Licences conferring rights to hydrocarbon exploration on the Grand Banks of Newfoundland were first awarded by the Canadian government in the mid-1960s. The first exploration well in the Jeanne d'Arc Basin was the Murre G-67 well drilled in the southern, relatively uplifted end of the basin by the oil majors Amoco and Imperial Oil in 1971. Soon after, a small, non-commercial amount of oil was test flowed in early 1973 at the Adolphus 2K-41 exploration well drilled in the much more deeply buried northern end of the Jeanne d'Arc Basin by Mobil Oil Canada and Gulf Canada. The Egret K-36 well, drilled jointly by Amoco, Imperial and Skelly in 1973, was a critical milestone in establishment of the basin's hydrocarbon prospectivity. Egret K-36 encountered the prolific oil source rock later assigned the name Egret Member, plus thick tilted beds of porous sandstones of the Jeanne d'Arc and Hibernia formations. Despite this early establishment that all the components needed for an active petroleum system were present, there was a four-year hiatus in drilling in the Jeanne d'Arc Basin following termination of the Adolphus D-50 well in January 1975. The first well spud after the drilling lull proved that giant oil fields could be found in this basin. The Hibernia P-15 discovery well, initiated on May 27, 1979, encountered and test flowed oil from the Jeanne d'Arc, Hibernia and Ben Nevis formations.

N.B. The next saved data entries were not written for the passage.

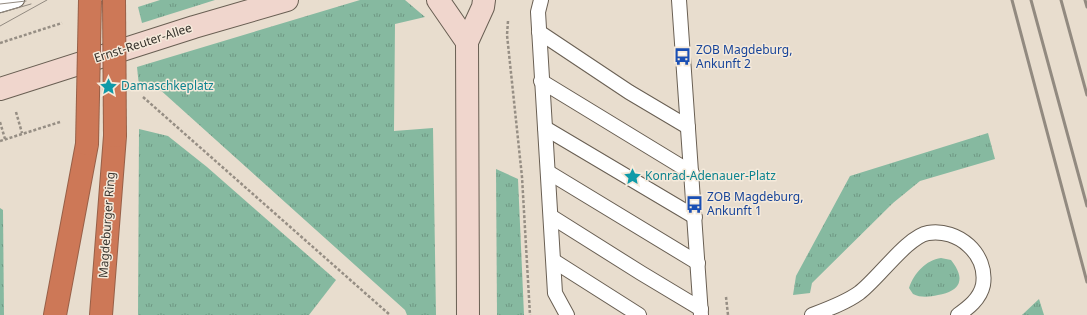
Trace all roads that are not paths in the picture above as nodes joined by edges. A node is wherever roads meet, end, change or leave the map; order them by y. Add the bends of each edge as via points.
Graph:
1 (17, 0) edge
2 (90, 0) edge
3 (114, 0) edge
4 (287, 0) edge
5 (438, 0) edge
6 (484, 0) edge
7 (541, 0) edge
8 (678, 0) edge
9 (0, 5) edge
10 (539, 32) junction
11 (467, 42) junction
12 (541, 81) junction
13 (0, 89) edge
14 (688, 127) junction
15 (545, 128) junction
16 (548, 172) junction
17 (692, 173) junction
18 (552, 217) junction
19 (695, 217) junction
20 (107, 221) junction
21 (554, 261) junction
22 (698, 263) junction
23 (701, 312) edge
24 (55, 315) edge
25 (101, 315) edge
26 (112, 315) edge
27 (468, 315) edge
28 (567, 315) edge
29 (639, 315) edge
30 (812, 315) edge
31 (958, 315) edge

1 - 9 lane
2 - 24 highway, bridge via 87,144
3 - 20 highway, Magdeburger Ring, bridge via 114,136
4 - 13 main road, Ernst-Reuter-Allee
5 - 11 main road
6 - 11 main road
7 - 10 lane via 538,12
8 - 14 lane
10 - 12 lane
10 - 14 lane via 629,92
11 - 27 main road
12 - 15 lane
12 - 17 lane
14 - 17 lane
15 - 16 lane
15 - 19 lane
16 - 18 lane
16 - 22 lane
17 - 19 lane
18 - 21 lane
18 - 23 lane
19 - 22 lane
20 - 25 highway, Magdeburger Ring
20 - 26 highway
21 - 28 lane via 555,293
21 - 29 lane
22 - 23 lane
30 - 31 lane via 842,303 860,292 912,242 925,233 938,232 952,235 970,246 976,255 982,275 982,286 978,295 967,309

This well heralded a vibrant era of oil exploration and development that has significantly impacted the economy of the province of Newfoundland and Labrador.

Including Hibernia P-15, there have been eighteen officially declared Significant Discoveries in the Jeanne d'Arc Basin and on the adjacent structural high area to the East up to the first quarter of 2012. These are:
- Hibernia P-15, terminated on 21-Oct-1979
- Ben Nevis I-45, terminated 30-Aug-1980
- South Tempest G-88, terminated 26-Apr-1981
- Hebron I-13, terminated 12-Sep-1981
- Nautilus C-92, terminated 19-Feb-1982
- North Dana I-43, terminated 15-Jan-1984
- Terra Nova K-08, terminated 11-Jun-1984
- Trave E-87, terminated 18-Mar-1984
- South Mara C-13, terminated 16-Oct-1984
- White Rose N-22, terminated 04-Jan-1985
- West Ben Nevis B-75, terminated 02-Apr-1985
- Mara M-54, terminated 14-May-1985
- North Ben Nevis P-93, terminated 01-Nov-1985
- Fortune G-57, terminated 09-Sep-1986
- East Rankin H-21, terminated 27-Oct-1988
- Springdale M-29, terminated 14-May-1989
- King's Cove A-26, terminated 17-Jun-1990
- West Bonne Bay C-23, terminated 24-Jan-1998

Additionally, the North Amethyst K-14 exploration well, terminated on November 12, 2006, was declared a Commercial Discovery and was awarded a Production Licence effective November 19, 2007 by the Canada-Newfoundland and Labrador Offshore Petroleum Board, a joint federal-provincial regulatory agency.

As of 2022, there are five oil producing fields in the Jeanne d'Arc Basin:
- Hibernia,
- Terra Nova,
- White Rose
- North Amethyst
- Hebron-Ben Nevis

North Amethyst is the first tie-back field in the Jeanne d'Arc Basin, with production tied into the White Rose Field facilities. The Hibernia oilfield has also been expanded into the Hibernia South Extension area. A number of adjacent fault blocks that comprise the composite Hebron oil field are expected to host the next hydrocarbon production facility.